Un thé chaud parfumé et des biscuits à la pistache embaument son appartement dans un quartier résidentiel de Genève. Shady Ammane, professeur en littérature et en histoire, est le fondateur du Collectif Jasmin, une association de mobilisation qui soutient la population syrienne plongée dans un conflit armé depuis douze ans. Quelques jours après le séisme de magnitude 7,8 qui a secoué la Turquie et son pays d’origine, il raconte le chagrin de toute une nation, prisonnière d’un quotidien à des kilomètres du sien. D’où une volonté infatigable d’aider la Syrie depuis la Suisse. «Comme tout le monde, je porte le deuil. Je reçois beaucoup de témoignages de survivants. Il n’y a pas besoin de lire l’arabe pour comprendre leur contenu. Regardez tous ces émojis en larmes et ces cœurs brisés!» nous montre le père de famille en contact permanent avec ses proches sur place.

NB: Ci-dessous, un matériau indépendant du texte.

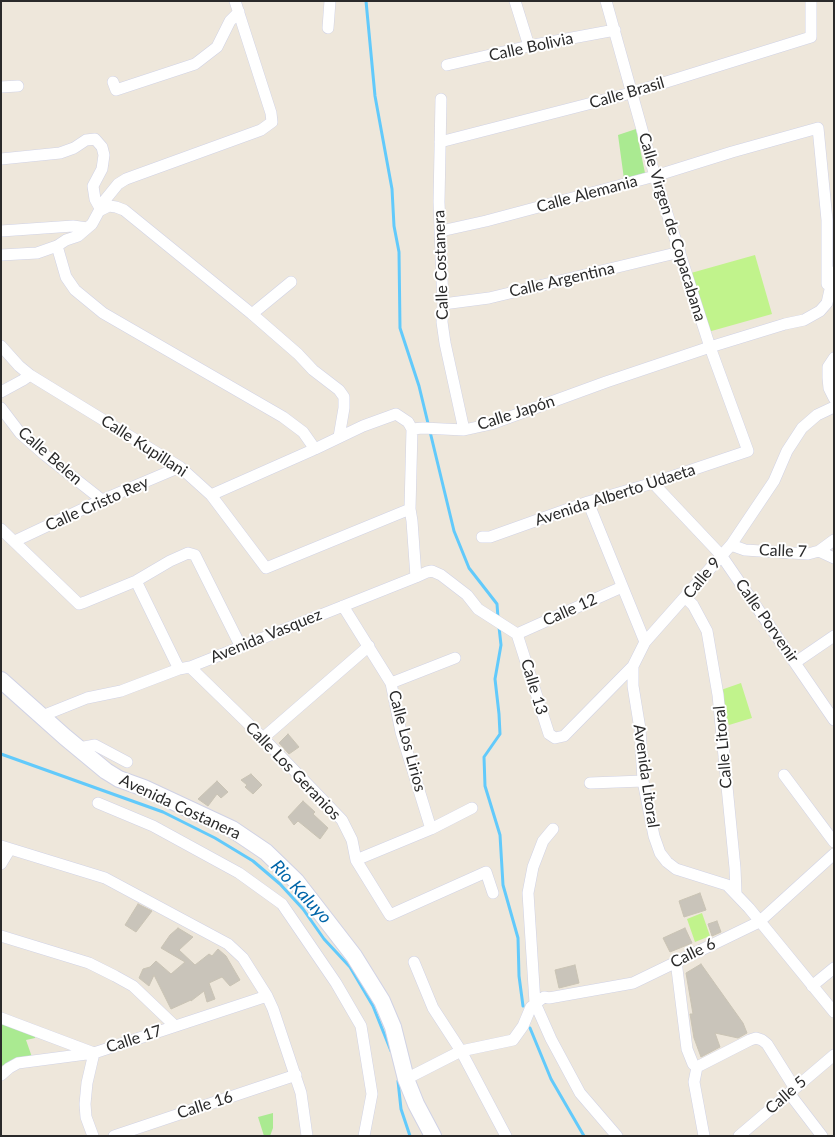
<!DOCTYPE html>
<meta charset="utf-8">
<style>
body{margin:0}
#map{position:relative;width:835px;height:1137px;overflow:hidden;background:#eee7db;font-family:Lato,sans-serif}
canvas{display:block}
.frame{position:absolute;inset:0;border:2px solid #2a2a2a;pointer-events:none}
</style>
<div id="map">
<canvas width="835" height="1137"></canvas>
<div class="frame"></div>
</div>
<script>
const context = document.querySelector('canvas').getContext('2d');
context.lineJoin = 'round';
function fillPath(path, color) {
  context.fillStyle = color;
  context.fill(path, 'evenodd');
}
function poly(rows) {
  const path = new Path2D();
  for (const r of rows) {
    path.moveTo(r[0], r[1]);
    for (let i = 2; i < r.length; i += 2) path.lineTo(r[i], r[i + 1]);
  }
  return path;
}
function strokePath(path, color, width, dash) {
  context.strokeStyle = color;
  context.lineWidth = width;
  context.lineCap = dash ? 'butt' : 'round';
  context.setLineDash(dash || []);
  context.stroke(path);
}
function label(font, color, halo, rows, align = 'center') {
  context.font = font + ' Lato,sans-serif';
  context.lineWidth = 4;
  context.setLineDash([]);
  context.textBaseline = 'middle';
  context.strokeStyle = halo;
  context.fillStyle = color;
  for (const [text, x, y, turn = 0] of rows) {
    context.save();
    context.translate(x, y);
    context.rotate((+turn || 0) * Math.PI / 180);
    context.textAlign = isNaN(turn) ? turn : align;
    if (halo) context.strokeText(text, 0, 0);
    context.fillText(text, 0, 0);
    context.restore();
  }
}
fillPath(poly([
 [636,129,645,173,624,179,618,135],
 [1,1019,36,1032,35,1038,26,1040,33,1060,9,1068,1,1065],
 [273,1113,273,1128,270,1136,264,1136,258,1117]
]), '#aaea91');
fillPath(poly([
 [755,255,772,314,708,332,691,273],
 [741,683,752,718,729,725,718,691],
 [702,913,710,936,695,942,687,919]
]), '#c1f38c');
strokePath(poly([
 [366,1,375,96,392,189,394,226,399,252,400,328,419,386,454,531,469,568,497,604,498,618],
 [499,627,501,645,495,679,499,714,500,734,484,757,485,786,500,835,503,885,518,938,519,976,523,1006],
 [1,754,163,812,215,838,253,861,280,884,303,909,324,939,350,967,373,1006,391,1051],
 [530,1028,551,1079,584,1136],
 [398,1081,401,1109,410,1136]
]), '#62cafb', 3);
const building = poly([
 [288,734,299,747,289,754,279,743,288,734],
 [251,774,262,785,253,794,245,787,247,785,241,780,251,774],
 [217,781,228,792,221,798,217,794,208,806,198,799,217,781],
 [303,801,315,812,313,814,328,828,320,839,298,821,294,825,288,817,303,801],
 [700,893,706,910,684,917,679,901,700,893],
 [138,904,152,911,136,932,125,925,138,904],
 [717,921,721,932,712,936,708,924,717,921],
 [178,928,193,937,179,950,195,965,209,954,212,956,218,949,226,956,240,980,230,986,222,977,209,983,215,999,207,1002,204,991,191,1001,191,1000,171,1009,154,975,149,986,139,978,143,969,150,967,156,961,171,974,185,962,161,948,170,935,178,928],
 [685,928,692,943,670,952,663,938,685,928],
 [701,964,743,1023,747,1033,738,1038,715,1033,720,1047,701,1057,694,1038,690,1014,693,1014,686,973,701,964],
 [575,965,579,983,559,988,555,970,575,965]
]);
fillPath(building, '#c9c4ba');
strokePath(building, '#c9c3b4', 1);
const street = poly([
 [515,1,529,46],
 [328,28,330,1],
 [447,65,529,46,615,30],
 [113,82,116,90,195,64,217,47,230,21,239,12],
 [1,87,18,86],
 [441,99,439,202,443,304,442,322,445,343,464,430],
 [440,142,631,93,811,37,811,1],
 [1,159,60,153,74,148,86,140,95,139,102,147,104,155,102,169,93,186,95,199,101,210,109,206,116,207,124,210,252,314,298,354,313,370,339,390,344,397,344,408,339,437],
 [1,231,73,226,87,228],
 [441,231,486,221,655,176,732,152,818,128,827,220,827,284],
 [57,246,66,277,75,290,103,313,283,417,303,432,315,449],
 [1,255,37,253,57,246,66,240,78,236,92,224,105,200,118,184,126,179,261,130,272,122,271,113,235,1],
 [443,304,489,298,680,252],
 [252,314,291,282],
 [1,346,19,366,30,375,180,467,211,495,266,568,410,509],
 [834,358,828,367,828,378,829,388,834,398],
 [1,392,23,380,30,375],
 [1,408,20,433,45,455,102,500],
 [412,429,410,509,412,521,416,577],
 [653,483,721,555,834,720],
 [211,495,315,449,363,426,396,414,408,422,412,429,423,428,464,430,491,424,606,382,710,347,785,324,804,320,820,311,827,303,834,272],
 [588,502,645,642],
 [1,529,79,604,85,602,136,581,170,561,188,553,195,555,241,647],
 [482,537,490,537,588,502,653,483,748,451,710,347,655,176,606,1],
 [15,541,102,500,180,467],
 [731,545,745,550,808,554,819,551,834,540],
 [819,551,834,558],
 [136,581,179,669],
 [685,597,693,605,707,631,718,695,735,868,736,893],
 [343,606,391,683,401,732,431,829],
 [517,634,549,734,555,738,564,736,633,666,645,642,731,545,774,481,787,451,802,428,817,415,834,407],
 [517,634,622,587],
 [796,662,834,636],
 [633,666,633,686,640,729,643,781,654,836,660,853,667,862,676,869,727,885,749,908,834,1012],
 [190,667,263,738,342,820,352,840,356,860,390,915,486,872,493,893],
 [391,683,455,658],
 [42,716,87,698,121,691,179,669,190,667,416,577,427,572,432,571,441,575,467,595,478,609,517,634],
 [263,738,369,646],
 [79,748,95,745,127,762],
 [784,775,834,842],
 [590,783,643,781],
 [98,803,153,826,239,873,282,904,336,983,361,1026,372,1094,364,1136],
 [553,829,543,841,533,867,528,893,535,1003,551,1039,580,1093,617,1136],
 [1,846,105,878,228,944,243,958,267,996,273,1009,301,1093,307,1136],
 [356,860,431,829,472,808],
 [1,864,10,849],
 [1,936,89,963,115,976,133,986,175,1026],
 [676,961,687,1049,693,1064,697,1067,750,1040,756,1038,762,1040,767,1044,794,1087],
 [414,962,433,1008,461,1051,506,1136],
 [812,986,834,968],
 [1,1018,94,1053,87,1083,85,1104,86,1117,93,1136],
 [697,1067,694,1082,704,1136],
 [1,1075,9,1068,18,1063,94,1053,267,996],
 [406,1079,461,1051,513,1040,523,1026,531,1007,544,997,549,998,633,983,759,922,834,854],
 [789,1093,822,1136],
 [114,1136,296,1075],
 [739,1136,834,1055]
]);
const secondary = poly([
 [1,680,65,737,106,771,119,779,144,788,232,829,266,852,296,881,354,956,382,1001,393,1027,406,1079,416,1104,433,1136]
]);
strokePath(street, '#d0d2e5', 12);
strokePath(secondary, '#d0d2e5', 18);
strokePath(street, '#fff', 11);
strokePath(secondary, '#fff', 16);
label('16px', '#2a2a2a', '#fff', [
 ["Calle Bolivia",531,47,-12],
 ["Calle Brasil",627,93,-16],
 ["Calle Alemania",587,194,-15],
 ["Calle Virgen de Copacabana",672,227,73],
 ["Calle Costanera",441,265,-92],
 ["Calle Argentina",562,280,-13],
 ["Calle Japón",516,413,-18],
 ["Calle Kupillani",144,446,33],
 ["Calle Belen",50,456,41],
 ["Avenida Alberto Udaeta",615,495,-18],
 ["Calle Cristo Rey",97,504,-24],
 ["Calle 7",783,551,2],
 ["Calle 9",702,578,-50],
 ["Calle 12",570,610,-24],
 ["Calle Porvenir",767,621,55],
 ["Avenida Vasquez",266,636,-22],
 ["Calle 13",534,687,73],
 ["Calle Los Lirios",407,741,75],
 ["Calle Litoral",723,747,-95],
 ["Calle Los Geranios",293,771,46],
 ["Avenida Litoral",646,776,82],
 ["Avenida Costanera",180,807,25],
 ["Calle 6",693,953,-26],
 ["Calle 17",134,1039,-18],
 ["Calle 5",786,1095,-41],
 ["Calle 16",205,1105,-18]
]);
label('italic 18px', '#0065a8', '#fff', [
 ["Rio Kaluyo",301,892,47]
]);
</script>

Dans la région d’Idlib, la partie du pays la plus touchée par le tremblement de terre, des milliers d’habitations ont été éventrées. «Les immeubles construits ces dernières années contiennent plus de sable que de béton. Ils se sont tous effondrés. Imaginez une maison de poupée où l’on voit toutes les pièces car la façade a disparu. Chaque étage risque de s’affaisser à tout moment. Aujourd’hui, des amis dorment dans leur voiture, combattant le froid humide de l’hiver. Démunis, ils remontent chez eux pour aller aux toilettes ou avoir un peu d’eau potable. Ils prient pour que les fissures ne cèdent pas», raconte le quadragénaire. Selon les dernières estimations, 5,3 millions de Syriens et de Syriennes pourraient se retrouver sans abri en conséquence de cette catastrophe naturelle.
Des victimes isolées
Et à l’heure où nous bouclons cet article, le bilan humain s’élève à plus de 4500 morts (en Syrie) selon la chaîne de télévision Al Jazeera. Pour Shady Ammane, ce chiffre cache une réalité encore plus dure. «Il n’y a pas assez d'infrastructures pour les fouilles. La population fait ce qu’elle peut à main nue. Il y a en tout cas trois fois plus de victimes selon les habitants. Le régime n’a pas encore décrété de deuil national ou proposé une trêve. Une violence de plus pour le peuple syrien», ajoute-t-il. Le conflit entre le régime de Bachar el-Assad et les zones dites rebelles ajoute des défis logistiques à l’acheminement de l’aide internationale.
Ces derniers jours, ce territoire coupé du reste du monde est revenu au centre des discussions diplomatiques. «L’Etat syrien bloque tout et centralise les convois à Damas. La redistribution aux victimes des régions touchées n’est pas fiable», déclare encore Shady Ammane. Dénonçant les violations des droits de l’homme, certains pays membres de l’Union européenne ne souhaitent pas directement coopérer avec le gouvernement. «Il faut séparer les considérations politiques de l’impératif humanitaire», insiste Robert Mardini, directeur général du Comité international de la Croix-Rouge au micro de la RTS. Cinq jours après la première secousse, le pouvoir syrien accepte finalement l’envoi de marchandises dans les régions en question, à condition qu’il soit supervisé par le CICR et le Croissant-Rouge syrien.
De Genève à Idlib
Quelles que soient les annonces officielles, le collectif de Shady Ammane ne change pas sa trajectoire. Il cherche de nouveaux itinéraires pour transporter des marchandises jusqu’en Syrie. «Nous sommes en lien avec les Casques blancs (ndlr: les secouristes des zones rebelles, considérés comme des opposants par le régime) et nous allons trouver des entrées même si c’est risqué. Par exemple en passant par l’Irak. Depuis des années, ils traversent clandestinement la frontière pour amener des vivres, que ce soit avec des ânes ou des mobylettes qui roulent la nuit sans phares!»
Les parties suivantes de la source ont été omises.